Data shown Start Marker

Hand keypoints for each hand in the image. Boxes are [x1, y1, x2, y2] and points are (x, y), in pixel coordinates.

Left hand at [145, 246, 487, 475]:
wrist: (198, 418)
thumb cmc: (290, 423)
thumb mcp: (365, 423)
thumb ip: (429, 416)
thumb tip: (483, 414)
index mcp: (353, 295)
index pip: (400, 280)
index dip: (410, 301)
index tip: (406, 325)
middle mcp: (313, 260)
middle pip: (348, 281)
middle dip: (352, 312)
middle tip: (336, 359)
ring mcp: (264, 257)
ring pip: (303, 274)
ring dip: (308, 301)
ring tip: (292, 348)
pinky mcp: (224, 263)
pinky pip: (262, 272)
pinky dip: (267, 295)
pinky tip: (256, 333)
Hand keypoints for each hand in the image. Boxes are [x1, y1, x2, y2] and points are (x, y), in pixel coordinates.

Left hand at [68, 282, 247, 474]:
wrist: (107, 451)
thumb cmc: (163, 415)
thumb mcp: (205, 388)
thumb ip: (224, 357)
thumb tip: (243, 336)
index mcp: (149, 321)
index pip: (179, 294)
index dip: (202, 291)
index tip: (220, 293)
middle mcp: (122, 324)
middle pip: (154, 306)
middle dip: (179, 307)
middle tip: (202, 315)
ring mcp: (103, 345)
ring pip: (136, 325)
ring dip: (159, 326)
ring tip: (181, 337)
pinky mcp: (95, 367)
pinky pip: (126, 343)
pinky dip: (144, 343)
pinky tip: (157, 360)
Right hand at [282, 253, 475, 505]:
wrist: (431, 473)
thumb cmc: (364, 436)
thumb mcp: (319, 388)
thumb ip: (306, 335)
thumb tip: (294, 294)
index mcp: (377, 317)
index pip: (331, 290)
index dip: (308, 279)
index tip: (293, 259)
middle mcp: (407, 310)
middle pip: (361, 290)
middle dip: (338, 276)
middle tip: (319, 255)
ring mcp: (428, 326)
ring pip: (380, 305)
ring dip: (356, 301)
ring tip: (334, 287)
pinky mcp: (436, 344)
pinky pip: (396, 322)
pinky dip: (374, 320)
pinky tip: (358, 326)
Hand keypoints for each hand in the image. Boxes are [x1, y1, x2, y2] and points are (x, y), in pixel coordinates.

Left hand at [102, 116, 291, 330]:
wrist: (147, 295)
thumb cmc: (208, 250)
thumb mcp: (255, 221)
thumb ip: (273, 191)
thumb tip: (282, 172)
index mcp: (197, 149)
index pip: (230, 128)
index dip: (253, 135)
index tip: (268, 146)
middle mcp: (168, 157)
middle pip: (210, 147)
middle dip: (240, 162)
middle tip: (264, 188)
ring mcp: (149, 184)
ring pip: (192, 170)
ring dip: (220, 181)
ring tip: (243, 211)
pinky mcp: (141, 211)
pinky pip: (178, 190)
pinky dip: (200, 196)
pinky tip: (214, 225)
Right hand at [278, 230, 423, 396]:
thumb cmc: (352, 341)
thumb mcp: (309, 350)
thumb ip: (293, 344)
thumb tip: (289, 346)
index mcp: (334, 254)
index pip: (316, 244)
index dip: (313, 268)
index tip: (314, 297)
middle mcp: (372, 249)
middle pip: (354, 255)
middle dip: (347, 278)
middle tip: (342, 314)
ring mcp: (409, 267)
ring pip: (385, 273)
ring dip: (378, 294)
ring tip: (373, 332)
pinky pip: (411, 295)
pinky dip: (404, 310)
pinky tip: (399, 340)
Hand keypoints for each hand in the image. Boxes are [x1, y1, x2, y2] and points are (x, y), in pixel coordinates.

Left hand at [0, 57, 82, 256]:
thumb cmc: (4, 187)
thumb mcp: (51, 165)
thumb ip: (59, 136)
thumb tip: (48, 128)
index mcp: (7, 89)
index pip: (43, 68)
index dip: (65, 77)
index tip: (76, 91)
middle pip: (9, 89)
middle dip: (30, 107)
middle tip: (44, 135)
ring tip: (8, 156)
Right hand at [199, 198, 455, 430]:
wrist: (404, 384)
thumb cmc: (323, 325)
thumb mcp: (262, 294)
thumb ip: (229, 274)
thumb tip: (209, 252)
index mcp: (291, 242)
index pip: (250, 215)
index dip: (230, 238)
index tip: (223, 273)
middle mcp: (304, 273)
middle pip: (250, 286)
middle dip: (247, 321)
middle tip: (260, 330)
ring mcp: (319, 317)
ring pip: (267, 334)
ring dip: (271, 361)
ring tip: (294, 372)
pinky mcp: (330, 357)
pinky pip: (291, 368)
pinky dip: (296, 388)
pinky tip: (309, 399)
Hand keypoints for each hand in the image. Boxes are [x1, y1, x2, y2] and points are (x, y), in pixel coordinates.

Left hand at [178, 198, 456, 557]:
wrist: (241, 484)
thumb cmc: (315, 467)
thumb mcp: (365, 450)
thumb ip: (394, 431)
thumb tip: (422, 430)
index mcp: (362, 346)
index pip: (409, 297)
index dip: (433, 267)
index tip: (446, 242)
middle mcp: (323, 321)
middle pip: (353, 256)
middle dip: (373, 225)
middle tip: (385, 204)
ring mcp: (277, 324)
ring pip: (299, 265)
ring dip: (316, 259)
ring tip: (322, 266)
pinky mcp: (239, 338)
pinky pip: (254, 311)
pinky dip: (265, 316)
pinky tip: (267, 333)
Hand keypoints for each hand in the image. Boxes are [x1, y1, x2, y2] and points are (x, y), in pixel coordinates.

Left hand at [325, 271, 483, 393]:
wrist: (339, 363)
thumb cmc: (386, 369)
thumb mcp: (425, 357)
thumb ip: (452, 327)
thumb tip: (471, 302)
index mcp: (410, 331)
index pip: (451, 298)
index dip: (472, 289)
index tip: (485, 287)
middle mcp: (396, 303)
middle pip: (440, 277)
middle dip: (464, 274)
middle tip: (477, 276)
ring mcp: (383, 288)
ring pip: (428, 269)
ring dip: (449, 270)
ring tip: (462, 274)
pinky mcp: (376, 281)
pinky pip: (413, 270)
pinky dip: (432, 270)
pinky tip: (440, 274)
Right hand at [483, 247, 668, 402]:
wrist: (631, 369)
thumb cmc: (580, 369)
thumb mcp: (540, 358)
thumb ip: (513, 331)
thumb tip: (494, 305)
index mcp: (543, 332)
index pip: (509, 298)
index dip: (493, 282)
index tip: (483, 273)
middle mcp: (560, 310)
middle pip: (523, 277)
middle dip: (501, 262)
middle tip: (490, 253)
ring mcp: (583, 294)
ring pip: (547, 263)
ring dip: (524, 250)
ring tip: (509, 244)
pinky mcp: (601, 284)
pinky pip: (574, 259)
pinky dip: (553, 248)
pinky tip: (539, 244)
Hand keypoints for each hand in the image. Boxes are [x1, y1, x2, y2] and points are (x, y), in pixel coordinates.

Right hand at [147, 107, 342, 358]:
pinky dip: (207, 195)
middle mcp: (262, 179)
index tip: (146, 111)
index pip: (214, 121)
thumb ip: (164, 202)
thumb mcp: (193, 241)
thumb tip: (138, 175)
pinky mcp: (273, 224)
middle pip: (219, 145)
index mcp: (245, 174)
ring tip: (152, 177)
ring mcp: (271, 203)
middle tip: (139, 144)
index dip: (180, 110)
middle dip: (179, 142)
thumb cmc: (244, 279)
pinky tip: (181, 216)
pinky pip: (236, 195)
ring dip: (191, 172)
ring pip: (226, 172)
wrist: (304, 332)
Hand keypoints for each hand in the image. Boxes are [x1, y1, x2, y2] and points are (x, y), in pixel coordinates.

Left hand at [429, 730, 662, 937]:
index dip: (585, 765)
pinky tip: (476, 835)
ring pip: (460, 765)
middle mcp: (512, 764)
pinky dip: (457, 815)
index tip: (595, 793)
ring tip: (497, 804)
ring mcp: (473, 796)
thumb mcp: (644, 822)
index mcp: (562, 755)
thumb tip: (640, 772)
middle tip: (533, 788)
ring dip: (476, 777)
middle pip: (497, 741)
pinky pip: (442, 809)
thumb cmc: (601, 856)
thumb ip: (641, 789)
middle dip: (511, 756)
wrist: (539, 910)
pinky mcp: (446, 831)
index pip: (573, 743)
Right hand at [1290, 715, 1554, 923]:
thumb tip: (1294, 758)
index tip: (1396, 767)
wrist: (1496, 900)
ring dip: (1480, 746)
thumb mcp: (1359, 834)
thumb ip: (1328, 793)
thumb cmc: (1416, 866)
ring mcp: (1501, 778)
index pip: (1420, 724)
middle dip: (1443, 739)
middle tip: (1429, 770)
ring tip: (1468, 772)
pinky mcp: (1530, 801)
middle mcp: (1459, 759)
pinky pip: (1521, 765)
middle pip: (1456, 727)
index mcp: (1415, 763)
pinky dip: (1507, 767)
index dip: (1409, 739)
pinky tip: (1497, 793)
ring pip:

Data shown End Marker

*Exercise prompt*. Taking the line with "middle tip: (319, 255)" as the first and the line with "index pip: (230, 128)" as the last, retype that stretch of the data above exactly, with no other lines.

*Exercise solution*.
middle tip: (319, 255)
ring mcp: (428, 326)
ring pip: (380, 305)
ring dip: (356, 301)
ring tip: (334, 287)
pinky mcp: (436, 344)
pinky pip: (396, 322)
pinky dip: (374, 320)
pinky tip: (358, 326)
Hand keypoints for each hand in the image. Boxes are [x1, y1, x2, y2] and points are (x, y), in pixel coordinates.

Left hand at [102, 116, 291, 330]:
wrist: (147, 295)
thumb cmc: (208, 250)
thumb mcp: (255, 221)
thumb ip: (273, 191)
thumb tip: (282, 172)
index mcp: (197, 149)
index pip: (230, 128)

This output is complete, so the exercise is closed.